Мобильная версия сайта |  RSS
 Обратная связь
DrevLit.Ru - ДревЛит - древние рукописи, манускрипты, документы и тексты
   
<<Вернуться назад

С. Д.

ДВА ГОДА В КОНСТАНТИНОПОЛЕ И МОРЕЕ

(1825 и 1826 гг.)

ИЛИ ИСТОРИЧЕСКИЕ ЗАМЕТКИ О СУЛТАНЕ МАХМУТЕ, ЯНЫЧАРАХ, НОВЫХ ТУРЕЦКИХ ВОЙСКАХ, ИБРАГИМЕ ПАШЕ, СОЛИМАНЕ БЕЕ И ПРОЧЕЕ.

(Продолжение)

Еще не все янычары были, однако ж, истреблены: три другие казармы, не в дальнем расстоянии от первой, обречены были также на гибель. Скоро она постигла их, и янычары были или расстреляны, или зарезаны, за исключением весьма немногих, кои успели спастись в Азии или убежали в Белградский лес, за 7 миль от Константинополя. Наконец, одних суток довольно было для конечного истребления ужаснейшего войска в Оттоманской Империи. Около двадцати высших чиновников, поклявшихся с самого начала Гуссейну в верности, были пощажены одни. Их Ага или главноначальствующий, которого головы требовали мятежники, спешил, как скоро муфти провозгласил проклятие сему полчищу сбросить с себя янычарскую шапку, [390] топтал ее ногами, и надел, вместо ее, чалму нового войска.
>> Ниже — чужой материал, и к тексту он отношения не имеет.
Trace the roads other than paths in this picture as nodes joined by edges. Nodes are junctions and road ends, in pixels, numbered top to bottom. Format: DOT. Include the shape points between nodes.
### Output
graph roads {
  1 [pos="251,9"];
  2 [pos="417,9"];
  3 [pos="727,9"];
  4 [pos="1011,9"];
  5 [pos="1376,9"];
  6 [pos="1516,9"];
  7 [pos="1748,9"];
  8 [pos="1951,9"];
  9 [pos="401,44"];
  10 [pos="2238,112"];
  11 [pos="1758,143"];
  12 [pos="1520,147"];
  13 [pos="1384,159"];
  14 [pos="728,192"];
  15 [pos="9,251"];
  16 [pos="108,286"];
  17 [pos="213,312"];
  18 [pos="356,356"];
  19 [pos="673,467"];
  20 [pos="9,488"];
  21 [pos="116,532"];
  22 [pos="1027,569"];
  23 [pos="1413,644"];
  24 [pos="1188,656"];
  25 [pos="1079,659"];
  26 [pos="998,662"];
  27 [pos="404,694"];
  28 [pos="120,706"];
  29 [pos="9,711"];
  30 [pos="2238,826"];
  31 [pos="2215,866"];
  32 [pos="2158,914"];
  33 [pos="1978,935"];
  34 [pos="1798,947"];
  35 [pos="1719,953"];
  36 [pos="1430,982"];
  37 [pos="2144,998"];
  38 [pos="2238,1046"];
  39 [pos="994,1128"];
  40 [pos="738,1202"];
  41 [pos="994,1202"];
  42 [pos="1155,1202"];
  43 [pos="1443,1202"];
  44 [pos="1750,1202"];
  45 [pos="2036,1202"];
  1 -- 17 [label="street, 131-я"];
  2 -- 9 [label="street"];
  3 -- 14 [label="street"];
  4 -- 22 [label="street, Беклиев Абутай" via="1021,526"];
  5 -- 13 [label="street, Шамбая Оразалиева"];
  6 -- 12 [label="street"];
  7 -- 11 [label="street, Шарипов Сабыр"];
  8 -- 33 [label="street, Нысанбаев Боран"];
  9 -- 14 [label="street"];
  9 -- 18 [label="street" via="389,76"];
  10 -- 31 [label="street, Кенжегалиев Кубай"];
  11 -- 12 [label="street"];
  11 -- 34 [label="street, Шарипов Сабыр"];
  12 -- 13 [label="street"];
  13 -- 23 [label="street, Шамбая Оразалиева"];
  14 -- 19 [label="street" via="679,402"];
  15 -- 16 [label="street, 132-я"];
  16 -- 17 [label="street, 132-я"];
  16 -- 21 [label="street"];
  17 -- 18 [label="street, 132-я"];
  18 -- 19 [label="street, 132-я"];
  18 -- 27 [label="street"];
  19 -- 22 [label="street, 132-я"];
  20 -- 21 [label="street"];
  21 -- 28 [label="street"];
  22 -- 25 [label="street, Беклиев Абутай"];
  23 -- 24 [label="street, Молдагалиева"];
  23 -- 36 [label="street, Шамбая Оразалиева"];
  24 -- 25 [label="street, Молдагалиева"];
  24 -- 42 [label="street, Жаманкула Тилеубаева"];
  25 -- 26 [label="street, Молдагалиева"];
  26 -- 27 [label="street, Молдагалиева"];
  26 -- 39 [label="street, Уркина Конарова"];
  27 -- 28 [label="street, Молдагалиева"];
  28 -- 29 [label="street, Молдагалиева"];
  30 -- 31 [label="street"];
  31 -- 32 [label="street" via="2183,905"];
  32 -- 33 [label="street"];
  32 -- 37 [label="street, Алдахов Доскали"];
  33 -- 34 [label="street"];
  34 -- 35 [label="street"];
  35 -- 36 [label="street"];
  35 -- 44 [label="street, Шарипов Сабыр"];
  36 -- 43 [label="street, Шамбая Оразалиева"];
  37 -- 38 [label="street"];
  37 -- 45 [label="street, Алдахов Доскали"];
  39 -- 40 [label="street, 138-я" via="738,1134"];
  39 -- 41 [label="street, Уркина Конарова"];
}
Канонеры дрались, как львы. Будучи устроены полками со времен Селима, они продолжали и при Махмуте исполнять свой талым или ученье: вот причина соперничества между ними и янычарами, соперничества, которым Султан умел воспользоваться.
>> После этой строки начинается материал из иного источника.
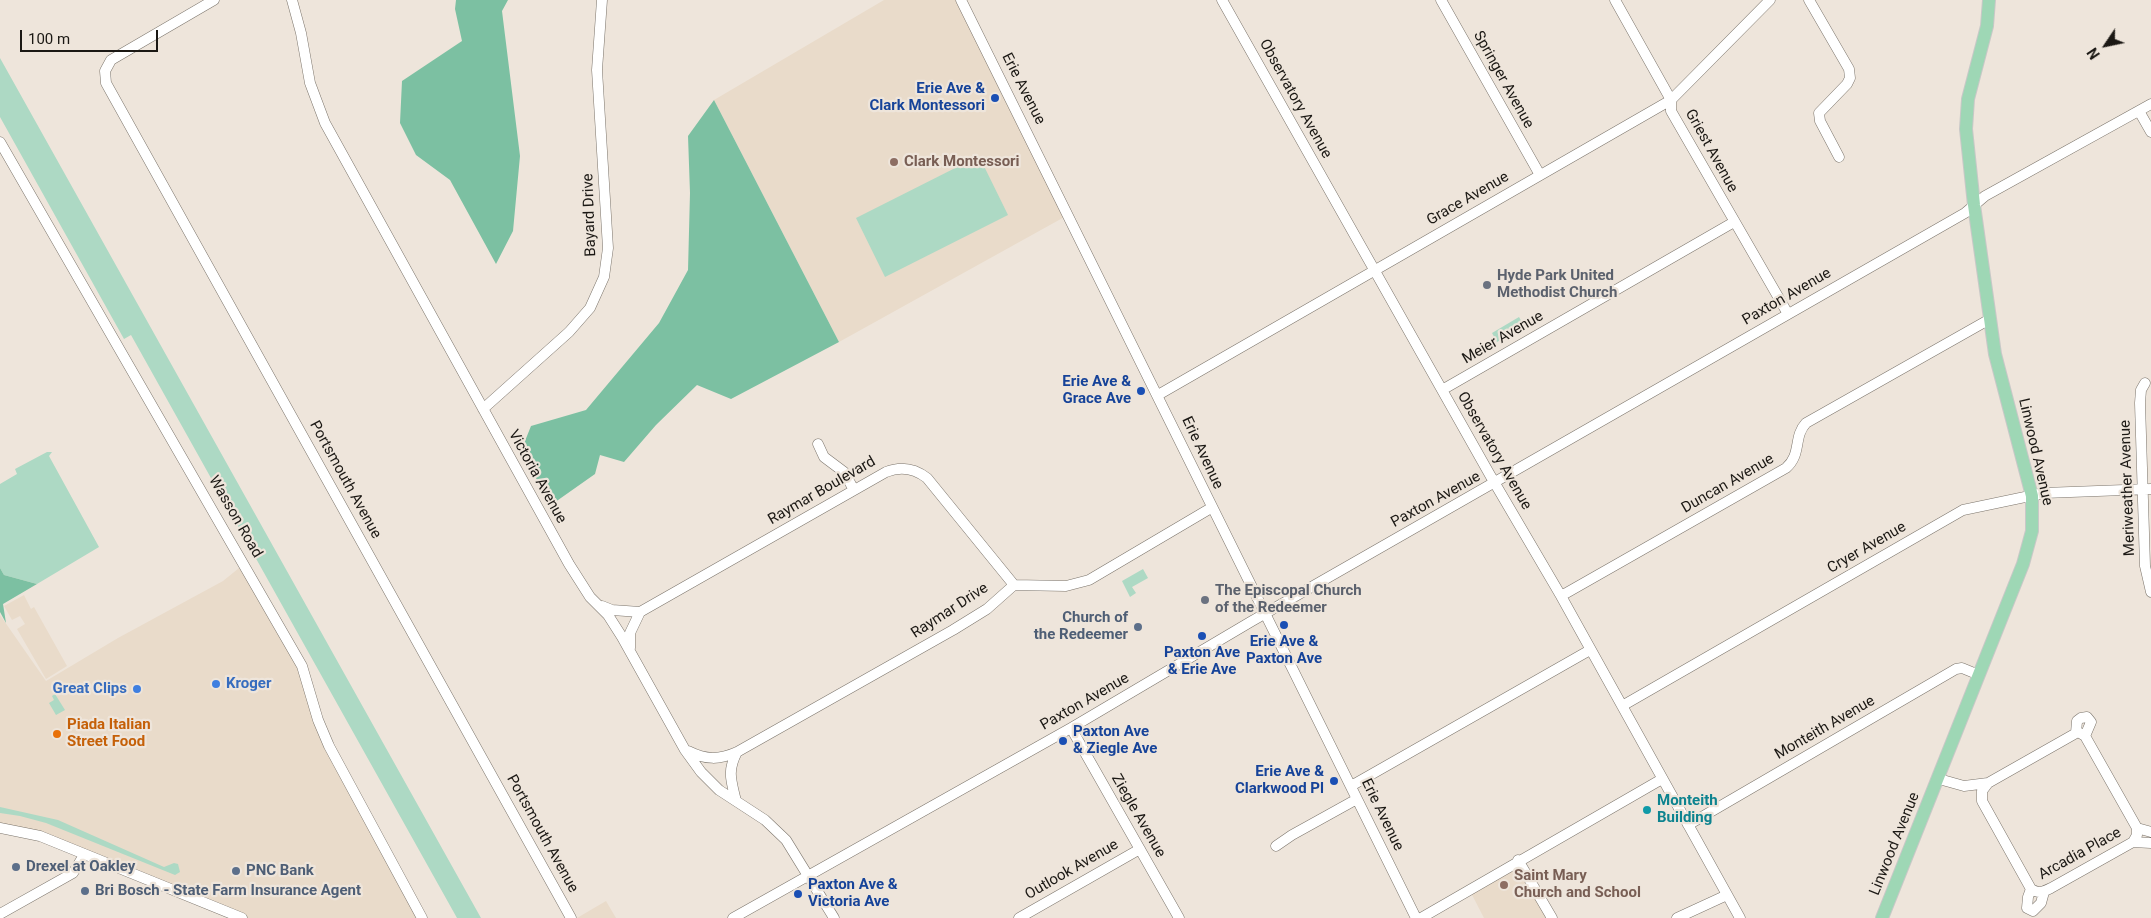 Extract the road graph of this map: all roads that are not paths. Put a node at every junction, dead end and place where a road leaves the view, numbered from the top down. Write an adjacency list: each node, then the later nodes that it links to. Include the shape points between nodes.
1 (214, 0): 71 (street, Portsmouth Avenue, via 114,58 105,71 106,83)
2 (292, 0): 26 (street, Victoria Avenue, via 310,83 325,123)
3 (602, 0): 26 (street, Bayard Drive, via 596,70 608,248 604,277 590,308 569,332)
4 (961, 0): 25 (street, Erie Avenue)
5 (1222, 0): 20 (street, Observatory Avenue)
6 (1441, 0): 17 (street, Springer Avenue)
7 (1615, 0): 11 (street, Griest Avenue)
8 (1770, 0): 11 (street, Grace Avenue)
9 (1809, 0): 16 (street, via 1849,69 1847,84 1819,113)
10 (1989, 0): 18 (main road, Linwood Avenue, via 1988,26 1966,116)
11 (1671, 100): 17 (street, Grace Avenue); 19 (street, Griest Avenue, via 1671,111)
12 (2151, 104): 13 (street, Paxton Avenue)
13 (2139, 111): 14 (street); 18 (street, Paxton Avenue)
14 (2151, 132)
15 (0, 142): 70 (street, Wasson Road, via 302,666 329,746)
16 (1839, 157)
17 (1540, 175): 20 (street, Grace Avenue)
18 (1974, 205): 21 (street, Paxton Avenue); 22 (main road, Linwood Avenue)
19 (1734, 222): 21 (street, Griest Avenue); 24 (street, Meier Avenue)
20 (1375, 270): 24 (street, Observatory Avenue); 25 (street, Grace Avenue)
21 (1788, 314): 28 (street, Paxton Avenue)
22 (1990, 318): 31 (main road, Linwood Avenue, via 1995,354); 35 (street, Duncan Avenue, via 1806,423 1799,434 1796,457 1786,468)
23 (2145, 383): 29 (street, Meriweather Avenue, via 2140,403)
24 (1442, 390): 28 (street, Observatory Avenue)
25 (1158, 395): 32 (street, Erie Avenue)
26 (483, 409): 36 (street, Victoria Avenue, via 569,564 590,597)
27 (818, 444): 30 (street, via 824,457 844,472)
28 (1495, 484): 35 (street, Observatory Avenue); 38 (street, Paxton Avenue)
29 (2146, 489): 31 (street, Cryer Avenue); 34 (street, Meriweather Avenue, via 2145,566)
30 (854, 490): 33 (street, Raymar Boulevard, via 894,469 920,472); 37 (street, Raymar Boulevard)
31 (2032, 496): 41 (main road, Linwood Avenue, via 2034,518 2028,549); 42 (street, Cryer Avenue, via 1963,510)
32 (1212, 508): 33 (street, via 1089,580 1066,586); 38 (street, Erie Avenue)
33 (1014, 585): 45 (street, Raymar Drive, via 987,609 953,630)
34 (2151, 592)
35 (1561, 596): 39 (street, Observatory Avenue)
36 (600, 606): 37 (street); 40 (street, Victoria Avenue)
37 (640, 612): 40 (street, via 630,633)
38 (1265, 614): 43 (street, Paxton Avenue); 49 (street, Erie Avenue)
39 (1590, 650): 42 (street, Observatory Avenue); 49 (street)
40 (630, 651): 44 (street, Victoria Avenue)
41 (1979, 674): 47 (main road, Linwood Avenue); 54 (street, Monteith Avenue, via 1956,669)
42 (1622, 706): 46 (street, Observatory Avenue)
43 (1071, 728): 61 (street, Ziegle Avenue); 64 (street, Paxton Avenue)
44 (685, 750): 45 (street, Raymar Drive, via 710,759 724,758); 52 (street, Victoria Avenue, via 719,790)
45 (737, 752): 52 (street, via 731,763 730,777)
46 (1662, 779): 54 (street, Observatory Avenue); 63 (street)
47 (1939, 779): 50 (street, Arcadia Place); 81 (main road, Linwood Avenue)
48 (1988, 783): 50 (street, Arcadia Place); 53 (street, via 1982,791); 56 (street, Arcadia Place, via 2080,734)
49 (1351, 786): 51 (street, Erie Avenue)
50 (1964, 786): 53 (street, Arcadia Place)
51 (1358, 799): 60 (street); 76 (street, Erie Avenue)
52 (736, 800): 64 (street, Victoria Avenue, via 786,840)
53 (1982, 801): 65 (street, Arcadia Place)
54 (1688, 825): 67 (street, Observatory Avenue)
55 (0, 828): 62 (street, via 40,836)
56 (2137, 828): 57 (street); 58 (street, Arcadia Place)
57 (2151, 832)
58 (2133, 842): 59 (street); 66 (street, Arcadia Place)
59 (2151, 843)
60 (1276, 846)
61 (1140, 849): 74 (street, Outlook Avenue); 75 (street, Ziegle Avenue)
62 (84, 855): 68 (street, via 73,873); 69 (street)
63 (1518, 860): 77 (street); 78 (street)
64 (809, 875): 72 (street, Paxton Avenue); 73 (street, Victoria Avenue)
65 (2031, 889): 66 (street, Arcadia Place); 66 (street, via 2027,908 2033,911 2041,903)
66 (2044, 892)
67 (1727, 895): 79 (street); 80 (street, Observatory Avenue)
68 (0, 914)
69 (242, 918)
70 (422, 918)
71 (571, 918)
72 (733, 918)
73 (834, 918)
74 (1019, 918)
75 (1179, 918)
76 (1416, 918)
77 (1421, 918)
78 (1552, 918)
79 (1677, 918)
80 (1740, 918)
81 (1882, 918)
Гуссейн-Ага-Паша, получил достоинство Хана, которое поставило его даже выше Великого Визиря, и сделан был Сераскир-Пашею, главнокомандующим турецких войск Вскоре за сим Султан лично благодарил всех тех, кои отличились в битве, и дал им название Аскер-Мугаммед, войско Maгометово. При всем том, он не дремал на кровавых своих лаврах, и принял меры для истребления зла в самом его корне. По его приказанию, Великий Визирь, окруженный палачами, поселился в палатке, на дворе Ахметовой мечети, где развевалось победоносное знамя Магометово, тогда как Гуссейн, ходивший по улицам с несколькими сотнями вооруженных людей, останавливал на удачу жителей столицы и спрашивал у каждого: мусульманин ли ты, или янычар?... Большая часть из них [391] отвечали поспешно и без запинки: я—мусульманин. Некоторые, однако ж, предпочитая смерть речам, несогласным с их чувствованиями, говорили, что они янычары и гордятся тем. Нужно ли прибавить, что, быв притащены на ипподром, они мгновенно были умерщвляемы? К вышеупомянутому запросу Гуссейн присовокуплял: как тебя зовут и какое твое звание? Тех, чьи ответы не вовсе были удовлетворительны, приводили в наскоро составленные судилища, и там должны они были предъявлять свои бумаги, представлять в свидетели людей известных и доказать всегдашнюю свою преданность государю и вере. В один такой набег Гуссейну показалось, что он узнал Густу Янычарского, переодетого в армянское платье. “Приятель,—сказал он ему: “какой ты веры, армянской или католической?”—Католической,—отвечал несчастный, несколько смутившись.—“Если так, то прочти мне символ твоей веры”. Янычар не мог сказать ни слова. “Я поймал тебя”, сказал шут Гуссейн: “я узнаю в тебе Густу 14-го полка”,—и велел его отвести на казнь.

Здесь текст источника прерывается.